Sheet Composting (also called lasagna gardening) has been around for a long time and works well to build your soil organically. It works by forming layers of organic matter on top of the dirt which will start to decompose over the winter as well as protecting the soil from erosion and weeds. Sheet composting takes work but is much easier than tilling and requires only simple yearly maintenance. It’s also handy if you want to expand your garden next spring since you can build it right on top of the grass which will itself, decompose and add nutrients to your garden.

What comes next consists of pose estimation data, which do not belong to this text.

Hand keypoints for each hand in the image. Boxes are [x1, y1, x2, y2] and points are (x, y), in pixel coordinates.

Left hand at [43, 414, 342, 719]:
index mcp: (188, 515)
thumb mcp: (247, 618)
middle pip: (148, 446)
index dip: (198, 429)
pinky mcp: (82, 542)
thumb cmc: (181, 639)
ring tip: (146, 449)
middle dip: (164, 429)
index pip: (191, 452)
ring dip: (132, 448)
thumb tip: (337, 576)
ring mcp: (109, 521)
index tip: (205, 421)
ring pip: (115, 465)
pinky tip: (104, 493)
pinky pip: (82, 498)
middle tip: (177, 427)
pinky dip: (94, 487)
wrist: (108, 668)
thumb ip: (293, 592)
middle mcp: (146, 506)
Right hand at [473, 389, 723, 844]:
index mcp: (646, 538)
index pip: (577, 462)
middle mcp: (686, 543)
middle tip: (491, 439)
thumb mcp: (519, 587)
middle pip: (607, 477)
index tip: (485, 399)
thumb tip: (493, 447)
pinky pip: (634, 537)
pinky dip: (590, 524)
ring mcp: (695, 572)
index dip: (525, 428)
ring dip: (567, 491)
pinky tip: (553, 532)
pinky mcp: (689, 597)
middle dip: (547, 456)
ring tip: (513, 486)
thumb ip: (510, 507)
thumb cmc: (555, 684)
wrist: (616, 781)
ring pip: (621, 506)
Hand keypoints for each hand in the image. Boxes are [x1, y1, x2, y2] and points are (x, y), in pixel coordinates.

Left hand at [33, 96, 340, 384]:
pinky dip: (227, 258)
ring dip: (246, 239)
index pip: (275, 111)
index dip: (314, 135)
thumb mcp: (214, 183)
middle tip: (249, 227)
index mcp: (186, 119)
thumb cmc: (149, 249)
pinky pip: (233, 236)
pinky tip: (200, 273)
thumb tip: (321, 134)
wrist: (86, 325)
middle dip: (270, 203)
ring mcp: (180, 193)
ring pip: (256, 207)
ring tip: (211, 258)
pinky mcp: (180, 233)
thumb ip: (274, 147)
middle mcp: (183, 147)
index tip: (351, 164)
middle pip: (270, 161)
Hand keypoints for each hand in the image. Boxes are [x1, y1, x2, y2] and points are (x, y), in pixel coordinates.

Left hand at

Sheet composting can be done a few different ways, but here is the basic idea:

  • Remove the old plants from your garden by cutting the stems down to the ground instead of pulling them from the earth. The roots are then left to break down adding to the organic matter in your garden.
  • The plants you removed can then be added to your compost pile for next year.
  • Lay down a layer of cardboard, brown paper bags or newspaper to choke out weeds and grass.
  • For the next layer, use about an inch of finished compost and/or It’s ok if the manure is fresh since it will have time to decompose over the winter.
  • The last layer is wood mulch with or without shredded leaves mixed in with it. Mulch has much to offer since it assures the soil will be protected from erosion from rain or. It also decomposes, adding valuable nutrients to the ground. A layer of about two inches of wood chips will work. If mixing in leaves, be sure they are chopped or shredding to avoid matting and to jumpstart decomposition.

While you can mix up the above ingredients a bit based on availability, try to keep the main ideas in mind. You want both green and brown materials. Green materials include grass clippings, vegetable compost, and manure which provide the nitrogen your plants crave. Brown materials are hay, straw, and leaves provide necessary carbon. Hay is also high in potassium which plants also love.

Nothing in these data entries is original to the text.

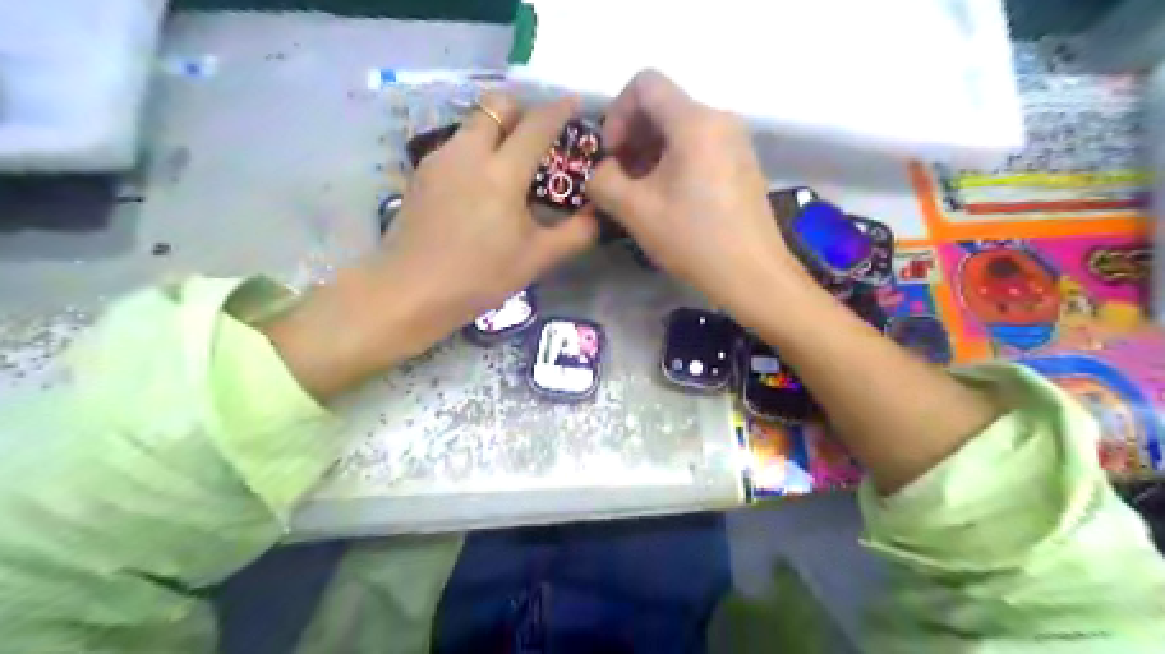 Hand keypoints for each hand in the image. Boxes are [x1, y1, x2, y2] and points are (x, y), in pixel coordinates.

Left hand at [264, 91, 591, 397]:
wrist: (409, 291)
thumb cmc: (479, 277)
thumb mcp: (536, 260)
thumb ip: (575, 233)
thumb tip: (599, 213)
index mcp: (502, 172)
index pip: (537, 125)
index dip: (560, 109)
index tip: (575, 104)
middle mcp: (468, 152)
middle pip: (497, 105)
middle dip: (522, 111)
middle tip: (537, 138)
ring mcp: (439, 159)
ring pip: (473, 123)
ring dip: (497, 130)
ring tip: (509, 165)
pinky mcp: (421, 172)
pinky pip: (456, 144)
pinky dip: (475, 150)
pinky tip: (479, 185)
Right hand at [593, 68, 811, 320]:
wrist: (753, 275)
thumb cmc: (693, 240)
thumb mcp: (636, 211)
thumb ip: (603, 181)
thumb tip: (601, 172)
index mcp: (694, 121)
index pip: (644, 83)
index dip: (617, 114)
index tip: (612, 156)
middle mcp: (720, 119)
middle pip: (662, 106)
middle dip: (632, 137)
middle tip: (620, 180)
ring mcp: (735, 141)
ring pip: (680, 128)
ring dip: (650, 153)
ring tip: (641, 194)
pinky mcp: (741, 163)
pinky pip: (699, 146)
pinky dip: (674, 162)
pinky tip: (668, 199)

A Special Note About Wood Mulch

You may have heard that wood mulch robs your soil of nitrogen. While it has been found that there is a nitrogen deficiency right at the point where wood and soil meet, the mulch isn’t absorbing nitrogen like a sponge. Plants take root below this thin layer of nitrogen deficiency and suffer no ill effects from it. It is essential, however, not to till or dig wood mulch into the dirt for this reason. If you are sheet composting, the wood mulch will likely not lay on the soil in any case. Wood mulch is the best option for erosion protection, maintaining the temperature of the ground beneath, adding nutrients as it breaks down, and aesthetics.

A Note About Leaves

Leaves mixed with wood mulch is ideal for building a healthy soil. When leaves are added to soil, they help improve its structure making heavier soils more manageable to work with and create the best conditions for beneficial insects and organisms. Composted leaves also help the soil hold water during those dry summer months reducing stress.

Ultimately, you are preparing your garden to rely on nature to do what it does best. The layers of compost and mulch encourage the growth of microorganisms and worms while adding nutrients to your soil. This method even works if your soil is hard clay (it just takes more time), but be sure to add manure to the compost should this be the case as it will encourage more worms that do the work for you.

That’s it!

Come springtime, your garden will be ready to plant without the need for any other preparation. Any mulch that has not decomposed can be pushed aside just enough for planting seeds or seedlings. Once the plants have grown sufficiently, the mulch should be pushed back to prevent weeds.

If this is your first time using the sheet composting method, be sure to test your soil in the spring with a simple pH test kit obtained from your local garden center. If you checked it in the fall, you might be pleasantly surprised by the results.